4. Sri K. C. Saxena, appearing for the appellant, raised two contentions:
1. From the materials on the record, the contract of tenancy has been amply proved, but the lower appellate court has completely lost sight of the important documents and has illegally branded some of the documents to be suspicious, and,
2. In any case, even if the plaintiff has failed to prove the contract of tenancy, he was entitled to a decree for possession on the basis of title.
5. As the appeal can be disposed of on a pure question of law, it is not necessary to probe into the first point raised by Sri Saxena. I, therefore, propose to decide the appeal on the legal point raised by Sri Saxena, it is true that the plaintiff came to the Court on the allegation that there was a contract of tenancy between him and the defendants. The trial court found in favour of the plaintiff on the question of the contract of tenancy, but the lower appellate court reversed that finding and held that the plaintiff had failed to prove the contract of tenancy. All the same, the lower appellate court found the title of the plaintiff over the land in dispute. The trial court has also negatived the plea of adverse possession set up by the defendants and that finding of the trial court on the question of adverse possession has not been reversed or modified by the lower appellate court with the result that the finding of the trial court on the question of adverse possession and title will have to fee accepted as confirmed by the lower appellate court.

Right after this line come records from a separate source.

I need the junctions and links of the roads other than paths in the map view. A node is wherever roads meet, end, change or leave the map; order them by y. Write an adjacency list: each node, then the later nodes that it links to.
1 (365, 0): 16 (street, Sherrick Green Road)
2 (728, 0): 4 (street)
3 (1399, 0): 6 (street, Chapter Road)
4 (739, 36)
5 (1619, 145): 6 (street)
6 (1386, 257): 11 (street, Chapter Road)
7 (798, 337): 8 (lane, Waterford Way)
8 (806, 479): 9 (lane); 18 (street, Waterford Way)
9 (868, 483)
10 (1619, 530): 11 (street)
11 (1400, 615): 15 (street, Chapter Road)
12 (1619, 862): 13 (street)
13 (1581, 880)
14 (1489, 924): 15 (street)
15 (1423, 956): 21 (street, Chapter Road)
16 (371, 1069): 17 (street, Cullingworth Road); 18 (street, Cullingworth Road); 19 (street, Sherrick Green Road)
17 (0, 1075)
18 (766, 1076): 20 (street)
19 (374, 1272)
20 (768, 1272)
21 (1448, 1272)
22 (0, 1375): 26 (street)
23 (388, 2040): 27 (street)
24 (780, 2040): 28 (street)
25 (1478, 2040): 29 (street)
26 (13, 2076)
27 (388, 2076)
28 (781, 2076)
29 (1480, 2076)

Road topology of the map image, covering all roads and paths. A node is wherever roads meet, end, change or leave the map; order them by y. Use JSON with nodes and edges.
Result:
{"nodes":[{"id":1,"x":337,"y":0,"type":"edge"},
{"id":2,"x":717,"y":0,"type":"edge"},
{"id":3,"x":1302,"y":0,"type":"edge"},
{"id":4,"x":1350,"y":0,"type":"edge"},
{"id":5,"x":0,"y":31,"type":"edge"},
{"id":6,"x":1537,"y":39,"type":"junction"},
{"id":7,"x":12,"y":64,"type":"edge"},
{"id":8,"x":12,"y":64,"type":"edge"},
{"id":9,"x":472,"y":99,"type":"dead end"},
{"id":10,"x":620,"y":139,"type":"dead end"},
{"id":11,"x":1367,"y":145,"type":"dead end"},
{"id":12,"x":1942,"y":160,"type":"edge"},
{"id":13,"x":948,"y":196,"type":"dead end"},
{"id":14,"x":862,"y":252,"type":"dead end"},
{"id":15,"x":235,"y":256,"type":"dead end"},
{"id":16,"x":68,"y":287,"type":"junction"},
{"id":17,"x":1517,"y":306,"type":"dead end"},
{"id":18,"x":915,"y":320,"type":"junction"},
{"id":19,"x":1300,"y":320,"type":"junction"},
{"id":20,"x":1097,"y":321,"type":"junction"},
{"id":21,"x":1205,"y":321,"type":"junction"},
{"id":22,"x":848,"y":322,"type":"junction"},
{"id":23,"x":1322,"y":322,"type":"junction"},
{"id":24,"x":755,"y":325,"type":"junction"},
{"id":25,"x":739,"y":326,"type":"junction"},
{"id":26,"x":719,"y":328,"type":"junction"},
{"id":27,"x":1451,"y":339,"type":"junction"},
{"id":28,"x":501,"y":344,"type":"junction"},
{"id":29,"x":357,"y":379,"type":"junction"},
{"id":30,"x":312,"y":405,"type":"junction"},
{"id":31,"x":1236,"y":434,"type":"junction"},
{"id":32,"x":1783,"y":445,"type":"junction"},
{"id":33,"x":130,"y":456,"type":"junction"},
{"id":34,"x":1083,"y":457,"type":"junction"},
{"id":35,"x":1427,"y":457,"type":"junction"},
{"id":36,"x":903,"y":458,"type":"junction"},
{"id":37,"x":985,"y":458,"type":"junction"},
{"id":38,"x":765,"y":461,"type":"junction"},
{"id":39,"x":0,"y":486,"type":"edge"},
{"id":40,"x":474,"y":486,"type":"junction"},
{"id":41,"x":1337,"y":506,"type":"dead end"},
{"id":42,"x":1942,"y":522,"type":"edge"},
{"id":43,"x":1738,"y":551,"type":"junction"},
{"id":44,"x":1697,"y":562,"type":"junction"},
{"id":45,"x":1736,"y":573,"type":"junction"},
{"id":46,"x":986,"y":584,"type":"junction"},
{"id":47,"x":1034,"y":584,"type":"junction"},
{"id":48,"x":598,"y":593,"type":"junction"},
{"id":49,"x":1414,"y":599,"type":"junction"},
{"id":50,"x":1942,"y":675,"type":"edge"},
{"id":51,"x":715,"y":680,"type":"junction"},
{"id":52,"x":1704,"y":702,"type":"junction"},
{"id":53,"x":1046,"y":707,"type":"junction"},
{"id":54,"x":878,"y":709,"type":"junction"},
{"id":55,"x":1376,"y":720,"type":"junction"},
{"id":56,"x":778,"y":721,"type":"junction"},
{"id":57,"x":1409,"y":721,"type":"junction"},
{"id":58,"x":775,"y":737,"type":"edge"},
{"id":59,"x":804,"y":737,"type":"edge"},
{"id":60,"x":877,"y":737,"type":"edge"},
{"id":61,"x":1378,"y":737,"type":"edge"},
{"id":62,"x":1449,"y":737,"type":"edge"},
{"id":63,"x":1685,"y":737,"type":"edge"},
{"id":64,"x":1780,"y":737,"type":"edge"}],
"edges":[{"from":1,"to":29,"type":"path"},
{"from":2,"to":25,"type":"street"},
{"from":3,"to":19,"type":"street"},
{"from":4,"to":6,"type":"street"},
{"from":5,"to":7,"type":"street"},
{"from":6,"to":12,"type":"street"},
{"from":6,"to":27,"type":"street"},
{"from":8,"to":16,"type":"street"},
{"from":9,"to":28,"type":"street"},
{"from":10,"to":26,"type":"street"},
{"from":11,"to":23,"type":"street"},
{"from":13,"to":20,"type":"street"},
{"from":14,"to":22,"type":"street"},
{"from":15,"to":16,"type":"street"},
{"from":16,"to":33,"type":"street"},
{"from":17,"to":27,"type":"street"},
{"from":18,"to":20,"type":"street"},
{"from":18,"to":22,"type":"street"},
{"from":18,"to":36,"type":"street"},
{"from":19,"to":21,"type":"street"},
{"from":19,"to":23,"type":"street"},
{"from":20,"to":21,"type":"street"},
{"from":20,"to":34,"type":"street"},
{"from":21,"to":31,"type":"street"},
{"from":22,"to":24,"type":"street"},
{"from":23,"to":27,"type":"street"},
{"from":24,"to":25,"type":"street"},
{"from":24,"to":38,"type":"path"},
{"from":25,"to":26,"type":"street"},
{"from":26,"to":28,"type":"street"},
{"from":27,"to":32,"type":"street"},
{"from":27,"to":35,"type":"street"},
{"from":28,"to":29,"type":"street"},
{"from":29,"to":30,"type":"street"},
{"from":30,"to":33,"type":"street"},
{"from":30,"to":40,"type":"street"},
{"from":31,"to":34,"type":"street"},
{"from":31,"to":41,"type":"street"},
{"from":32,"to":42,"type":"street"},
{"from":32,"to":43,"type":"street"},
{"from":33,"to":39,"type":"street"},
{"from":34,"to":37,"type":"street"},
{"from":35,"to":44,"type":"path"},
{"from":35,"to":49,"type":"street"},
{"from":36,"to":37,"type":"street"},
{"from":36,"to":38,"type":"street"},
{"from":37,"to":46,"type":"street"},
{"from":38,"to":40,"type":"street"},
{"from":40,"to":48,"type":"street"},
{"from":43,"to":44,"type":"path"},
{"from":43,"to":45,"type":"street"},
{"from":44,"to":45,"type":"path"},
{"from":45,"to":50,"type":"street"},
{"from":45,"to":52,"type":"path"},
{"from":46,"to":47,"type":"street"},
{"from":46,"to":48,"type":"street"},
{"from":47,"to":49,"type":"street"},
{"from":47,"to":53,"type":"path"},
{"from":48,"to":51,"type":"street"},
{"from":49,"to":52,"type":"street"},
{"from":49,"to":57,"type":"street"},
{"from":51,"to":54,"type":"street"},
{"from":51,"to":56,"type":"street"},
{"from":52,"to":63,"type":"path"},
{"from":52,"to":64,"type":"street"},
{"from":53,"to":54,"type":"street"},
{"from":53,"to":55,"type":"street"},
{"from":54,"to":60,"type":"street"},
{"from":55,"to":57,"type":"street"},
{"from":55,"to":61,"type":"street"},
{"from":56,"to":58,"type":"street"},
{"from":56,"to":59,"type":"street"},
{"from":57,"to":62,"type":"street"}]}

6. Now, the question is whether the plaintiff can get a decree on the basis of title even if he has failed to prove the contract of tenancy set up by him in the plaint. This is no more res Integra and there are a number of Full Bench decisions of this Court and decisions of the Supreme Court as well.
7. In Balmakund v. Dalu, (1903) ILR 25 All 498 (FB) while dealing with the above question, the Full Bench held:
'The fact that no distinct issue as to the plaintiff's title had 'been framed could not be construed to the prejudice of the plaintiff in as much as the issue had in fact been tried, and it could not be said that the defendant had been in any way taken by surprise.'
8. The case, in hand, stands on still better footling. In this case, there was a definite pleading in the written statement denying the title of the plaintiff and the setting up of the title by the defendants themselves on the basis of adverse possession. There were definite pleadings of the parties and the definite issue on the question of title and the trial court recorded findings on these issues. The finding of the trial court, as stated earlier, on the question of adverse possession was not reversed by the lower appellate court and in such a case, the Full Bench case will squarely apply and the plaintiff's suit could be decreed on that basis.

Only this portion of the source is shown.